There is an extraordinary short passage near the end where the young man, now old and red faced and bald, looks back on his life and concludes that it has amounted to nothing. Whereas his ex-bride... She has made a contribution.
McEwan is saying that the whole of post-WW2 culture - the cult of youth, sexual liberation, informality, spontaneity, living for the now - was a gigantic detour and waste of energy. That the true strength of Western civilization is its high culture traditions. This is what will endure. This is what has value and spiritual profundity. He is saying that sublimation and deferred gratification are the mettle out of which lasting cultural worth is forged. That there's an upside to repression.
(The childlessness of the rock-and-roll loving boy-man symbolizes this, and is McEwan tipping the hand a bit.

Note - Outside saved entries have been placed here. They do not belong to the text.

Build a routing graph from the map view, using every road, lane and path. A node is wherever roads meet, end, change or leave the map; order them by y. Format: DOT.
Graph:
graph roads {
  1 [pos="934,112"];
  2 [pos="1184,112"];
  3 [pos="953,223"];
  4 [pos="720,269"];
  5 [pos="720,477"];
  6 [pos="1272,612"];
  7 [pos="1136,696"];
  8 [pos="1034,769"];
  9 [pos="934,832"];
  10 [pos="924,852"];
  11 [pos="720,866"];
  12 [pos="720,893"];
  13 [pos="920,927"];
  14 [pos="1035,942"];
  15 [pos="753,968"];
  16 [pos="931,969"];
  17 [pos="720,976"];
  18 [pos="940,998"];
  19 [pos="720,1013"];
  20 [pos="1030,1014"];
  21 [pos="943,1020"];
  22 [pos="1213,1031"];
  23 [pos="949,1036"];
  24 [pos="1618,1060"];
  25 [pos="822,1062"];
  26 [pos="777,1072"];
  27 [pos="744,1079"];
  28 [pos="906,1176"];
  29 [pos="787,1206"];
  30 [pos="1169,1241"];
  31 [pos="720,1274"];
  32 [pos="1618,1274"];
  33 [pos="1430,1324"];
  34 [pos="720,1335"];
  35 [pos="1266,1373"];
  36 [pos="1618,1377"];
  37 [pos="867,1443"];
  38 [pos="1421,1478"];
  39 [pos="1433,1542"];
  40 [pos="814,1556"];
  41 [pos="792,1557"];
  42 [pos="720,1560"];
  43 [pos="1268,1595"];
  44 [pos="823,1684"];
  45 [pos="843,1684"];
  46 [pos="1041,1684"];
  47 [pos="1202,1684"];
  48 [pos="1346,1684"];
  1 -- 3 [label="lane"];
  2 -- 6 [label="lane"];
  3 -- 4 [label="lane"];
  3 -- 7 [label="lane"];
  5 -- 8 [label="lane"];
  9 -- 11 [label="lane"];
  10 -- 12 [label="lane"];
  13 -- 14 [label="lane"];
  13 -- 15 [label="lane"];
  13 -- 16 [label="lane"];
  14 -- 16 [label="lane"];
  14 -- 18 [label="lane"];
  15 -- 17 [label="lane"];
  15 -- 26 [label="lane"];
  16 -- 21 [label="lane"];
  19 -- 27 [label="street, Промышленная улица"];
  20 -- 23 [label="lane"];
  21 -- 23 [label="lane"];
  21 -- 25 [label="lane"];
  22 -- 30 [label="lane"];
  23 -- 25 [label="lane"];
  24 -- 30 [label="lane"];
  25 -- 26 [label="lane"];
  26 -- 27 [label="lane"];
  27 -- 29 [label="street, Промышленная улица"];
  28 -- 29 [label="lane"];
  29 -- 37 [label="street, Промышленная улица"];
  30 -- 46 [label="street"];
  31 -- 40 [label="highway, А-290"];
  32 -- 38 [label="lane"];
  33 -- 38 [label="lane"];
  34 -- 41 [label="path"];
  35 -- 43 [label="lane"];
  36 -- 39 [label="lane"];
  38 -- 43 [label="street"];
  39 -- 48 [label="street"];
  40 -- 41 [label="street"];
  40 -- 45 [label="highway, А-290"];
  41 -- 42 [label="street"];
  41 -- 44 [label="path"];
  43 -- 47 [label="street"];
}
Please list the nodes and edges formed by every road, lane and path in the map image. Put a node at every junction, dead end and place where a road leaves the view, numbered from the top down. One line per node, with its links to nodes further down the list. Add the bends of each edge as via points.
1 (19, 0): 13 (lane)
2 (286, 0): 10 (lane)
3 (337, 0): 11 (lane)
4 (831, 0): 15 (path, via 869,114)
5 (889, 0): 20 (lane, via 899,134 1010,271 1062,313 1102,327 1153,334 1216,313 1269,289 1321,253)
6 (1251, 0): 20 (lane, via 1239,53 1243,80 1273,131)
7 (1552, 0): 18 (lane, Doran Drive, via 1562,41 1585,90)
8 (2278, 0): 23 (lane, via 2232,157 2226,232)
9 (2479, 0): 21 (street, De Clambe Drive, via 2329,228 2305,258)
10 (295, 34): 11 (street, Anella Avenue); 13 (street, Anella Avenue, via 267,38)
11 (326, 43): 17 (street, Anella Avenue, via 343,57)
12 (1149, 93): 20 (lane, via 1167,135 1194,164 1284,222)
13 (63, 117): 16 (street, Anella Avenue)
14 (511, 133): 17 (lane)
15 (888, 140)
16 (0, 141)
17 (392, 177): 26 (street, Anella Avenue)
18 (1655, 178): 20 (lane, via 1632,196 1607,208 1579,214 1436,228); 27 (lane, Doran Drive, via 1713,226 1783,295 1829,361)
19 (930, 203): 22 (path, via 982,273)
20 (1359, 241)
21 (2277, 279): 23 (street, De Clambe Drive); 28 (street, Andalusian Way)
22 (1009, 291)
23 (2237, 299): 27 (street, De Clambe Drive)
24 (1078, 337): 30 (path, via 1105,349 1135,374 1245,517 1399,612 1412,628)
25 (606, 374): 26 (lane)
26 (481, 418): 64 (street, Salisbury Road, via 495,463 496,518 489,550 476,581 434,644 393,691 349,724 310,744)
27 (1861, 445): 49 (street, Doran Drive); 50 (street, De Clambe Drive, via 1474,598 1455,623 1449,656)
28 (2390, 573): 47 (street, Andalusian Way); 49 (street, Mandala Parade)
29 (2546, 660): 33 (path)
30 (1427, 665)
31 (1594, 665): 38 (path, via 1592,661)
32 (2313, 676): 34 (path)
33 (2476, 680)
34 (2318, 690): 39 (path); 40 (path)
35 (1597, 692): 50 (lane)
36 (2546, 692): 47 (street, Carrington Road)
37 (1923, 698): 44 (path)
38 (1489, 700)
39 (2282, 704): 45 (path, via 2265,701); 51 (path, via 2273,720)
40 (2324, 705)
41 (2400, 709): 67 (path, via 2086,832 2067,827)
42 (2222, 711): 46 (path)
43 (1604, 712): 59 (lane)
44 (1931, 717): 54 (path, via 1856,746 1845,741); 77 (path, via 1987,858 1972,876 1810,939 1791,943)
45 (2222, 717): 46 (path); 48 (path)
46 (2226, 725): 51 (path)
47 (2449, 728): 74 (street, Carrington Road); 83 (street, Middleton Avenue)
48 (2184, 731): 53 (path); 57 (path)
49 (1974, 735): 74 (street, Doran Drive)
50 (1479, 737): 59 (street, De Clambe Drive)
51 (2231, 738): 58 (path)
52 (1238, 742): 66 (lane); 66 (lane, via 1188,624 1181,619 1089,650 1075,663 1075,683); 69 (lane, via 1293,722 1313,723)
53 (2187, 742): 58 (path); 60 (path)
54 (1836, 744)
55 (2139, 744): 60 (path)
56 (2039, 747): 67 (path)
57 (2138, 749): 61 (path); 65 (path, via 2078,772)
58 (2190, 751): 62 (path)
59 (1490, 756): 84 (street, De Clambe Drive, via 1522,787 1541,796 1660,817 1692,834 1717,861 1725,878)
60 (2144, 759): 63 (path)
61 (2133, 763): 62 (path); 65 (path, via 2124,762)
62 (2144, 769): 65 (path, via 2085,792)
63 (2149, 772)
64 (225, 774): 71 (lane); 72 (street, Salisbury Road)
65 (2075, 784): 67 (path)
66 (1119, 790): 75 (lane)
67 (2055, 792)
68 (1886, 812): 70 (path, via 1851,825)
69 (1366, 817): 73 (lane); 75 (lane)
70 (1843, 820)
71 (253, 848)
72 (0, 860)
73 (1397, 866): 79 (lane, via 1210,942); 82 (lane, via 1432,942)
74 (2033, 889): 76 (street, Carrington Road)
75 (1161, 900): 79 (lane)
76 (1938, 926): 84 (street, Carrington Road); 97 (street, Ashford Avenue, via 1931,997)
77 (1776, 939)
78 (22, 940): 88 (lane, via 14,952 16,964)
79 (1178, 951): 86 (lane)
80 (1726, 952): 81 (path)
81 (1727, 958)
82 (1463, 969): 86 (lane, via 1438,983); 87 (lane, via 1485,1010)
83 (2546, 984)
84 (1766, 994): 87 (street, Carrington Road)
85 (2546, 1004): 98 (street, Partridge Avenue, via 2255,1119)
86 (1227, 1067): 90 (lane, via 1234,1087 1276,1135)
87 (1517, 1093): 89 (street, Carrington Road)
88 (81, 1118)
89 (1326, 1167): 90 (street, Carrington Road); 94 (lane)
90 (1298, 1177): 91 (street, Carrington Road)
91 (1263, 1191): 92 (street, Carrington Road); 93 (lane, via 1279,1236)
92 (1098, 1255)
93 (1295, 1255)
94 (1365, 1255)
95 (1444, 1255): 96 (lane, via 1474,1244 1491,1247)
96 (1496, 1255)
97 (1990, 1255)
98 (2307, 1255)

Perhaps the only clumsy touch in what's otherwise a delicate and subtle book).
Ah, this turned into a bit of a detour in itself, from the original point of the blogpost which was a little nostalgic cast-back to those days you are innocent of an idea of "pop", let alone "cool" - a internal aesthetic hierarchy within rock (one that mirrors and duplicates the high versus low opposition that once cast all of pop rock etc into the lowly category).
We used to watch Top of the Pops every week. And I used to love certain songs (Hollies "The Air That I Breathe", Bachman Turner Overdrive "You Ain't Seen Nothing Yet") and was fascinated by others (the bass-detonations and "t-peculiar way" in "Space Oddity", reissued in 1975 and an even huger hit. or the wah-wah guitar in "Theme from 'Shaft'", which I didn't know was wah-wah or even a guitar - it sounded to me like helicopter blades). Sparks's "This Town" made a big impression.
But it never once occurred to me to buy any of these as a 7-inch single.
My slender resources money-wise went to books or Indian ink (I was an aspiring cartoonist, obsessed with Windsor & Newton's range of products) Or to other hobbies / pastimes / obsessions, of which there were a great succession.
Actually, now I remember, there was another source of music in my life before my brother Tim introduced me to punk.
Granny had one of those small portable record-players that look like picnic hampers, with a built-in mono speaker.
For some reasons she had a copy of the Beach Boys Greatest Hits (I think her eldest son, finally moving out, left it there - her own attitude to pop was "it's all rhythm", meaning the drums were too strident).
But the record that we did play a lot was Evita. Despite generally reviling Andrew Lloyd-Weber, this is a really pretty tune, I think.